Please keep the images out and set down the data exactly as given.

■ **RECORDS SHOWN**
=======

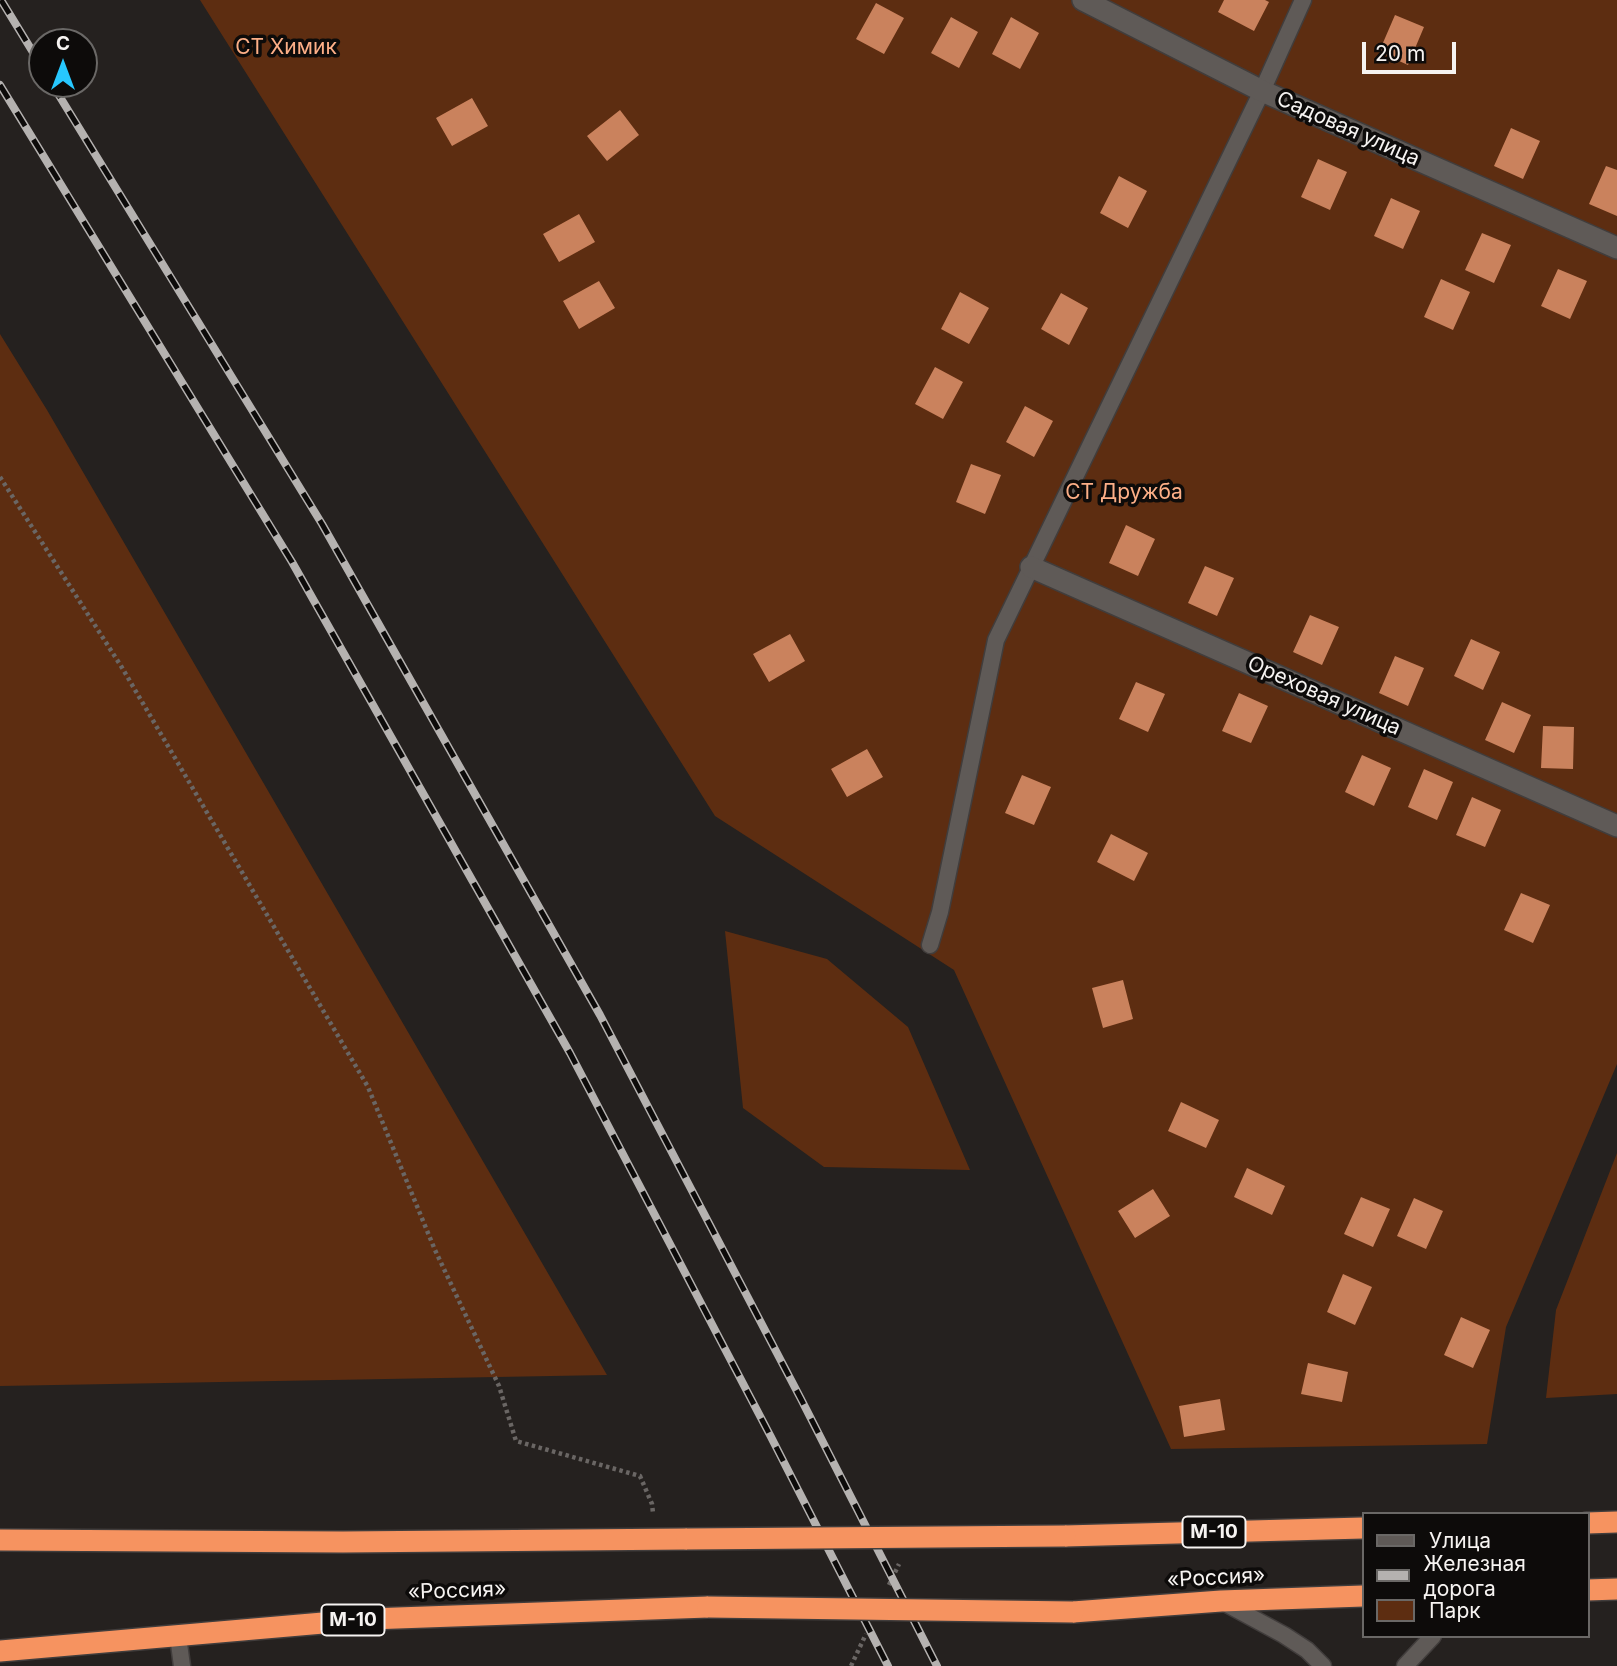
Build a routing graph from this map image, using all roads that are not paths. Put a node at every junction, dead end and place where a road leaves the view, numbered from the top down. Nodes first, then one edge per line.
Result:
1 (1083, 0) edge
2 (1303, 0) edge
3 (1262, 91) junction
4 (1617, 248) edge
5 (1031, 567) junction
6 (1617, 826) edge
7 (930, 946) dead end
8 (1617, 1522) edge
9 (1589, 1523) edge
10 (1362, 1528) edge
11 (0, 1541) edge
12 (1617, 1589) edge
13 (1589, 1590) edge
14 (1362, 1596) edge
15 (1221, 1601) junction
16 (178, 1636) junction
17 (1431, 1638) edge
18 (0, 1651) edge
19 (182, 1666) edge
20 (1323, 1666) edge
21 (1405, 1666) edge

1 - 3 street, Садовая улица
2 - 3 lane
3 - 4 street, Садовая улица
3 - 5 lane
5 - 6 street, Ореховая улица
5 - 7 lane
8 - 9 highway
10 - 11 highway, М-10, bridge
12 - 13 highway
14 - 15 highway, «Россия» / М-10
15 - 16 highway, «Россия» / М-10, bridge
15 - 20 lane
16 - 18 highway, «Россия» / М-10
16 - 19 lane
17 - 21 lane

=======

■ **ANSWER TO THIS EXERCISE**
Build a routing graph from this map image, using all roads that are not paths. Put a node at every junction, dead end and place where a road leaves the view, numbered from the top down. Nodes first, then one edge per line.
Result:
1 (1083, 0) edge
2 (1303, 0) edge
3 (1262, 91) junction
4 (1617, 248) edge
5 (1031, 567) junction
6 (1617, 826) edge
7 (930, 946) dead end
8 (1617, 1522) edge
9 (1589, 1523) edge
10 (1362, 1528) edge
11 (0, 1541) edge
12 (1617, 1589) edge
13 (1589, 1590) edge
14 (1362, 1596) edge
15 (1221, 1601) junction
16 (178, 1636) junction
17 (1431, 1638) edge
18 (0, 1651) edge
19 (182, 1666) edge
20 (1323, 1666) edge
21 (1405, 1666) edge

1 - 3 street, Садовая улица
2 - 3 lane
3 - 4 street, Садовая улица
3 - 5 lane
5 - 6 street, Ореховая улица
5 - 7 lane
8 - 9 highway
10 - 11 highway, М-10, bridge
12 - 13 highway
14 - 15 highway, «Россия» / М-10
15 - 16 highway, «Россия» / М-10, bridge
15 - 20 lane
16 - 18 highway, «Россия» / М-10
16 - 19 lane
17 - 21 lane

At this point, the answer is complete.